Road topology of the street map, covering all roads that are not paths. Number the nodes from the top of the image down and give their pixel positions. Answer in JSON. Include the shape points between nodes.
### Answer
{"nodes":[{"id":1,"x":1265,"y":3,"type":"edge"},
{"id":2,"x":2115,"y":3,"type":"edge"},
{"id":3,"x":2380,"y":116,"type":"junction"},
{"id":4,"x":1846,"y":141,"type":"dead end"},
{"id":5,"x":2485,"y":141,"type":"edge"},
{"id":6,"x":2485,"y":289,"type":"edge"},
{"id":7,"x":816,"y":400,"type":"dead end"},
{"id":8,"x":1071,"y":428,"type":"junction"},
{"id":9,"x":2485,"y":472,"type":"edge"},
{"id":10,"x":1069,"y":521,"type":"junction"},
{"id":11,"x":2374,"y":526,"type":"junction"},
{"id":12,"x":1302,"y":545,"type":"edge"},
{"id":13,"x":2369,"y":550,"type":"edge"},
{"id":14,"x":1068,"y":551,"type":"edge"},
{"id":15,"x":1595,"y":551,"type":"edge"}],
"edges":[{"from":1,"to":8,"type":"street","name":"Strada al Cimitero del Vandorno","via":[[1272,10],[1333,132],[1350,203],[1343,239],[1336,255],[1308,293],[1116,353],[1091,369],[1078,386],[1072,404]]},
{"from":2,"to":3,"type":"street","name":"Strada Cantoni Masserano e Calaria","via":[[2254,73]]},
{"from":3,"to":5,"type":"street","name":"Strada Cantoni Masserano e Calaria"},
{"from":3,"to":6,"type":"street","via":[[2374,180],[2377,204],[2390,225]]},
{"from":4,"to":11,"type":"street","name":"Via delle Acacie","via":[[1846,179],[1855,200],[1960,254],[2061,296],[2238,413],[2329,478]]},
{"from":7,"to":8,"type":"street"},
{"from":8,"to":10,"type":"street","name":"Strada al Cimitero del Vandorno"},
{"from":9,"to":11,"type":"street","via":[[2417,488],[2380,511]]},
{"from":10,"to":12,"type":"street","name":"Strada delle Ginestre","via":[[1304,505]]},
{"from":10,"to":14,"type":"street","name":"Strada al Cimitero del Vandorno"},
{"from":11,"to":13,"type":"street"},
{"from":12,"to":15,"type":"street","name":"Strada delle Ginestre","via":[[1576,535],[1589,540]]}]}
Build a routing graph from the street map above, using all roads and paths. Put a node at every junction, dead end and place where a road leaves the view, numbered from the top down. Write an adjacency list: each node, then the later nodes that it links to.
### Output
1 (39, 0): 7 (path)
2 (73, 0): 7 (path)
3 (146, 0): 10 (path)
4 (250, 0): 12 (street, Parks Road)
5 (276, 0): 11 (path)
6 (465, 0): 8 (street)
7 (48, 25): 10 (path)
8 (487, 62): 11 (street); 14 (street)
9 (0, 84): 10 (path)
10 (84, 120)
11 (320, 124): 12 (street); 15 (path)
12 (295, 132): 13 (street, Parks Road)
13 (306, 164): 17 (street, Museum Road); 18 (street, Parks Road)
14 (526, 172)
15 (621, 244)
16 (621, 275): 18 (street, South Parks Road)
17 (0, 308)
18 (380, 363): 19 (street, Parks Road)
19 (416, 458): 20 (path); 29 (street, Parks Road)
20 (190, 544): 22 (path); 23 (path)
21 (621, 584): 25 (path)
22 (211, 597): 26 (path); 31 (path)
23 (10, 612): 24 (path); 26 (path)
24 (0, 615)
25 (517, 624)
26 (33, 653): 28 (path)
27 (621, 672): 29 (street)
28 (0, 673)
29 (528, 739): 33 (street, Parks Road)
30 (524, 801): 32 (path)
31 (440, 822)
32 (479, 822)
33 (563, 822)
● ● ● ● ● ● ●
* Your objective: Find the string "Parks" in the listing and return every line that holds it.

* Result for this task:
4 (250, 0): 12 (street, Parks Road)
12 (295, 132): 13 (street, Parks Road)
13 (306, 164): 17 (street, Museum Road); 18 (street, Parks Road)
16 (621, 275): 18 (street, South Parks Road)
18 (380, 363): 19 (street, Parks Road)
19 (416, 458): 20 (path); 29 (street, Parks Road)
29 (528, 739): 33 (street, Parks Road)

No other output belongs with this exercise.